Muon Optimizer

This guide derives Muon from the ground up, without assuming familiarity with Adam, adaptive methods, or matrix calculus beyond basics. All math is written so a motivated beginner can follow.

Why Muon

Notation

From “output RMS control” to spectral-norm geometry

The change in output for a small weight perturbation \(\Delta W\) is \(\Delta y = \Delta W\,x\). If inputs are standardized so that \(\mathbb{E}\|x\|_2^2 = 1\) (or bounded), then Jensen plus submultiplicativity gives the key bound: \(\mathbb{E}\|\Delta y\|_2^2 \;=\; \mathbb{E}\| \Delta W\,x \|_2^2 \;\le\; \|\Delta W\|_2^2 \,\mathbb{E}\|x\|_2^2 \;\approx\; \|\Delta W\|_2^2.\) Thus, constraining the spectral norm of the update directly controls the RMS output change the layer induces. If we want “steepest descent per unit output RMS change,” we must optimize in a spectral-norm geometry.

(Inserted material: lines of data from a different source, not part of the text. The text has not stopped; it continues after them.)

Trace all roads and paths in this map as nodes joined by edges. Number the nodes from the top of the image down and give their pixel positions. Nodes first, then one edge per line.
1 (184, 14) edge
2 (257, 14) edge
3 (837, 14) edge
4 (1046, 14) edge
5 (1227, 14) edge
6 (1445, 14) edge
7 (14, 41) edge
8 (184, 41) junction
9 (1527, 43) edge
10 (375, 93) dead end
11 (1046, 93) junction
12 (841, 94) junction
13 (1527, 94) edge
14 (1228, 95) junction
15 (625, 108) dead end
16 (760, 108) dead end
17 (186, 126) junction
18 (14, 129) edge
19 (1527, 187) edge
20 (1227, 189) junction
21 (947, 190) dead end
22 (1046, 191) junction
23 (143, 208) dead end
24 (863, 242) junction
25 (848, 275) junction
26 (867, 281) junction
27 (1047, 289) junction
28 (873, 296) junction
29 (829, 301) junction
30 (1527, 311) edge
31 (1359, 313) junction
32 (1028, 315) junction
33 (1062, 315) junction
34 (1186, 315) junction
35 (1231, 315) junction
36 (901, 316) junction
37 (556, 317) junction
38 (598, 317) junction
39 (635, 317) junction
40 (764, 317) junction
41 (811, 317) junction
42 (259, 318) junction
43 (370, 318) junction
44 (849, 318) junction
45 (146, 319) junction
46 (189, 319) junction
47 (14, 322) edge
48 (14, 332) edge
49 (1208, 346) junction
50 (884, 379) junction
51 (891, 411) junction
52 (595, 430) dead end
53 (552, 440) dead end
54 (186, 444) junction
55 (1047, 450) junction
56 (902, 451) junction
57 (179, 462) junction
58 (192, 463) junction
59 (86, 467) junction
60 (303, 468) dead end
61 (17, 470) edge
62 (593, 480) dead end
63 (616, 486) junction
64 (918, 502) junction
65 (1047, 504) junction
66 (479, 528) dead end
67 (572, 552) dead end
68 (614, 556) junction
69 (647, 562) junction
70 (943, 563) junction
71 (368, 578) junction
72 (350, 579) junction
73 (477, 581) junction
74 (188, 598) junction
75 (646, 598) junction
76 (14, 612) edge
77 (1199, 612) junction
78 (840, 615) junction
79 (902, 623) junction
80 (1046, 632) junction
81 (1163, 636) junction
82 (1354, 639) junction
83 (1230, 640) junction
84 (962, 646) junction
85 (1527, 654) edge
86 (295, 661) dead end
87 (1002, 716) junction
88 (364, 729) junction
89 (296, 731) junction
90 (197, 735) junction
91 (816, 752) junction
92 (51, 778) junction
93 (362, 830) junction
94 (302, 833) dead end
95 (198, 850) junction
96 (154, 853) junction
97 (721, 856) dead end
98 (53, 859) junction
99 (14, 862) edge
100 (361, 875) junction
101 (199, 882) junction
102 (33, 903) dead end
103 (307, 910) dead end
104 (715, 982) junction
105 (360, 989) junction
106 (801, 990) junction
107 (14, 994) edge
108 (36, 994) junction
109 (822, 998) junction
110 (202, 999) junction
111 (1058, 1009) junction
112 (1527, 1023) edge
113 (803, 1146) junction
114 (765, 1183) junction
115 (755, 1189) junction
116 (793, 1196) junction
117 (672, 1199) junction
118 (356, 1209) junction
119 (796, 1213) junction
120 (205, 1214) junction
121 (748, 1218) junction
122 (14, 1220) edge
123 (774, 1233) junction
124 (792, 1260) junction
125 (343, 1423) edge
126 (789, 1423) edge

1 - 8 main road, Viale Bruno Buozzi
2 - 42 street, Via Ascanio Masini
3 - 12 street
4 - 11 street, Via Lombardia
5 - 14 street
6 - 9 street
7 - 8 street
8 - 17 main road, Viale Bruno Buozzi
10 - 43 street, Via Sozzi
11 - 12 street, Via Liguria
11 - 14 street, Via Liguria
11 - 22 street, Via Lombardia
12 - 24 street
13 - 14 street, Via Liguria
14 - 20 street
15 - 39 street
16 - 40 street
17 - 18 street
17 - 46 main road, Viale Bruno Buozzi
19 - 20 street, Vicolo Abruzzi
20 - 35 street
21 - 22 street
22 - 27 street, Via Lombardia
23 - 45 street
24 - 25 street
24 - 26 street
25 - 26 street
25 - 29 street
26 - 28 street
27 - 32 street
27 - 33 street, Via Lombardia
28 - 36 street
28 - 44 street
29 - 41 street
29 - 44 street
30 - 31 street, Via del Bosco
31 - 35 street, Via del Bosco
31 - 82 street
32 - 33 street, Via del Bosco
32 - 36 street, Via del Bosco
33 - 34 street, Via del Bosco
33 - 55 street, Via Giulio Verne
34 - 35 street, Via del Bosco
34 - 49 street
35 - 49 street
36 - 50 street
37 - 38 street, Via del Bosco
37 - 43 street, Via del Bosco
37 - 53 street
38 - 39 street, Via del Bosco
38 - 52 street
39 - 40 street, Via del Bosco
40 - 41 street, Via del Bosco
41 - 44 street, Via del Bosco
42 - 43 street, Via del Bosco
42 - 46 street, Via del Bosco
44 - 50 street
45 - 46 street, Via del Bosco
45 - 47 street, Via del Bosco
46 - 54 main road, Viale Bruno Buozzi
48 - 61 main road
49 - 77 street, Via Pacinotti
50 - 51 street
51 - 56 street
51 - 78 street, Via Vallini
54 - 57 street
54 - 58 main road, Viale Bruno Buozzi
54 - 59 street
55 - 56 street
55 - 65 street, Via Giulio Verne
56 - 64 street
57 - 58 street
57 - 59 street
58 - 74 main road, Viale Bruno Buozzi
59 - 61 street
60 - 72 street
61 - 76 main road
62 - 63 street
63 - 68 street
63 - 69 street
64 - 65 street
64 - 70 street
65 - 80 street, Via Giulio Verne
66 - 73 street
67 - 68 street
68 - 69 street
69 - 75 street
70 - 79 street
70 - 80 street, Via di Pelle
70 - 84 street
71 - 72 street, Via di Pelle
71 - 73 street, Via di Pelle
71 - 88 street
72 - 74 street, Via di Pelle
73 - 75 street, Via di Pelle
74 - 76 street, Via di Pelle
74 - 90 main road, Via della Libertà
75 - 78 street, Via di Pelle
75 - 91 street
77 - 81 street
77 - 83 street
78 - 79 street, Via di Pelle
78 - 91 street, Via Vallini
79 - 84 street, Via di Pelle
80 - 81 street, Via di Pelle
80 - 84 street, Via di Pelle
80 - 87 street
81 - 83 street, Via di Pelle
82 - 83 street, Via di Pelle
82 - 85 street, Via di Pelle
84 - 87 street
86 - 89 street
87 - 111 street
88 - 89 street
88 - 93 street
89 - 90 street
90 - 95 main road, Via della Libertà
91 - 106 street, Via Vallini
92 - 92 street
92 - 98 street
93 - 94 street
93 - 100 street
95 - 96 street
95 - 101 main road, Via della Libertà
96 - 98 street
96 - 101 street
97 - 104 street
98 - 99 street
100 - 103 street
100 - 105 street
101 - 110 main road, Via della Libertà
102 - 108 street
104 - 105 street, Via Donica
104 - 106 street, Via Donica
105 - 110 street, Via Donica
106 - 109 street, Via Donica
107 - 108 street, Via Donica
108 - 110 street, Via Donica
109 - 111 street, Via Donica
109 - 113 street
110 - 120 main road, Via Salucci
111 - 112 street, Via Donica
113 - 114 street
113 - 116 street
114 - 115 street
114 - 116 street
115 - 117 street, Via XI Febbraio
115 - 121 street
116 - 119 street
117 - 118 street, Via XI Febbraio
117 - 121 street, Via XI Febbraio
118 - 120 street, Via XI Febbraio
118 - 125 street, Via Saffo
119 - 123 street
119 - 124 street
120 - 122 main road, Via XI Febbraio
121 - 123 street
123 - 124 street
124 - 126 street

Steepest descent in a spectral-norm ball

For a step \(O \in \mathbb{R}^{m\times n}\) under a small learning rate \(\eta\), first-order loss decrease is approximately \(\langle G_t, O \rangle\). The “best” decrease per bounded output change is: \(\min_{ \|O\|_2 \le 1 } \; \langle G_t, O \rangle.\) Let the SVD be \(G_t = U \Sigma V^\top\) with singular values \(\sigma_1\ge \cdots \ge 0\). Von Neumann’s trace inequality implies \(\min_{\|O\|_2 \le 1} \langle G_t, O \rangle \;=\; -\|G_t\|_*, \quad\text{achieved at}\quad O^\star = -\,U V^\top.\) If we write the update as \(W_{t} \leftarrow W_{t-1} - \eta\,O_t\), then using \(O_t = U V^\top\) yields the steepest descent direction when the minus sign is placed in the update rule.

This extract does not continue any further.